His hand was warm, but firm. He spun me around toward him, and dazedly, I saw that he was grinning. I had no idea what he was doing until it was too late to stop it. With aching care he stepped forward, still holding my hand. He placed his other hand on the small of my back, gently pressing me forward.
Other students knew we were together—or something, however undefined it had been. He had told Vanni that we were dating, but public displays of affection were a big no no, especially from elementals in different dorms. It wasn’t so much that it was forbidden outright, but unless you ended up like the Valedication children, it was just something that you kept private.
But as it turned out, I was dating someone who didn’t really care for the rules. Most of the time that was a good thing, but when I found his mouth on mine, softly, so softly, in front of the entire student body of Public and all the professors, I was initially shocked and worried, until his lips chased every other thought from my head.

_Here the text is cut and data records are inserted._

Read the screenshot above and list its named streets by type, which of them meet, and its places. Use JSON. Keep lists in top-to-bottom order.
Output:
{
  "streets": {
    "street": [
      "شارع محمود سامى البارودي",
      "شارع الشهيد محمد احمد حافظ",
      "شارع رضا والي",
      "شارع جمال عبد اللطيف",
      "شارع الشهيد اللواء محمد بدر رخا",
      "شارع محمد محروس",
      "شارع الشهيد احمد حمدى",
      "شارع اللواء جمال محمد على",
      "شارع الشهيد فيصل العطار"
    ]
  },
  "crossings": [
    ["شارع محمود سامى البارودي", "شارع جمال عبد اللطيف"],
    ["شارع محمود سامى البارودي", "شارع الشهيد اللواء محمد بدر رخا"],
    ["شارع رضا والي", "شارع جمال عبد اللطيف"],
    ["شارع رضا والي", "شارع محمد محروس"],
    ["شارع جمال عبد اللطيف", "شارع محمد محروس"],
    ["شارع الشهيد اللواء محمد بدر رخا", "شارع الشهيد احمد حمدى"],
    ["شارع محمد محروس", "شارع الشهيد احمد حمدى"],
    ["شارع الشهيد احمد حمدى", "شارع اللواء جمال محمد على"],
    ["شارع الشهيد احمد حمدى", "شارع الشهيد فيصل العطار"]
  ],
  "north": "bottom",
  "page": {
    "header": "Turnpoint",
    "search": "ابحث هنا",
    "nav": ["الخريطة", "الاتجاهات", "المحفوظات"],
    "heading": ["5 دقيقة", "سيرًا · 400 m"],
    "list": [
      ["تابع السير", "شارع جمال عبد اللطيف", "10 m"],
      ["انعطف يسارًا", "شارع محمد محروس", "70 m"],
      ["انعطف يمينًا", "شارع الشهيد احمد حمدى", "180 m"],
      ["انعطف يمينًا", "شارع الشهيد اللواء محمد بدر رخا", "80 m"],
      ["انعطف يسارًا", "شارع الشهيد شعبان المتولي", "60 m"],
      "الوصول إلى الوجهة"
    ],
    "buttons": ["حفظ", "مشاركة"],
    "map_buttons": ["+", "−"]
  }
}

I threw my arms around his neck and kissed him back as he let go of my hand to wrap both arms around my waist. He lifted me off of the ground and spun me around, safe within the protective circle of my friends.
All around us I started to hear muffled noises of surprise. My friends, Sip first, started to clap and laugh. Then the clapping increased, until it was almost a roar in my ears.
Keller finally let me down again. We broke apart, but he was still grinning and he still kept a firm grip around my waist.
I felt lightheaded and was grateful that he was holding onto me. The shock of kissing in front of everyone was wearing off and worry was taking its place. I never would have been brave enough to do it if Keller hadn’t kissed me first. Cale was standing next to Camilla, with a mixture of amusement and some other emotion—irritation?—on his face that I couldn’t read. Camilla herself was glaring daggers at me. No doubt she thought that I was deliberately courting everyone’s attention, and in her world all that attention should rightfully be directed at her. Vanni was standing with other fallen angels, trying to look pleased.
I looked at Zervos, whose black eyes were hard and unreadable. I looked for Professor Erikson, but she was nowhere to be seen. I guess if she didn’t know that Keller and I were together before she certainly did now.
“Are you okay?” Keller whispered in my ear. “You look dazed.”
“Don’t flatter yourself,” I told him, making a show of flipping my brown hair over my shoulder. “Just surprised, that’s all.”
“I want you to know I’m not ashamed of you,” he said. “Or this. I’m here. We will deal with it together.”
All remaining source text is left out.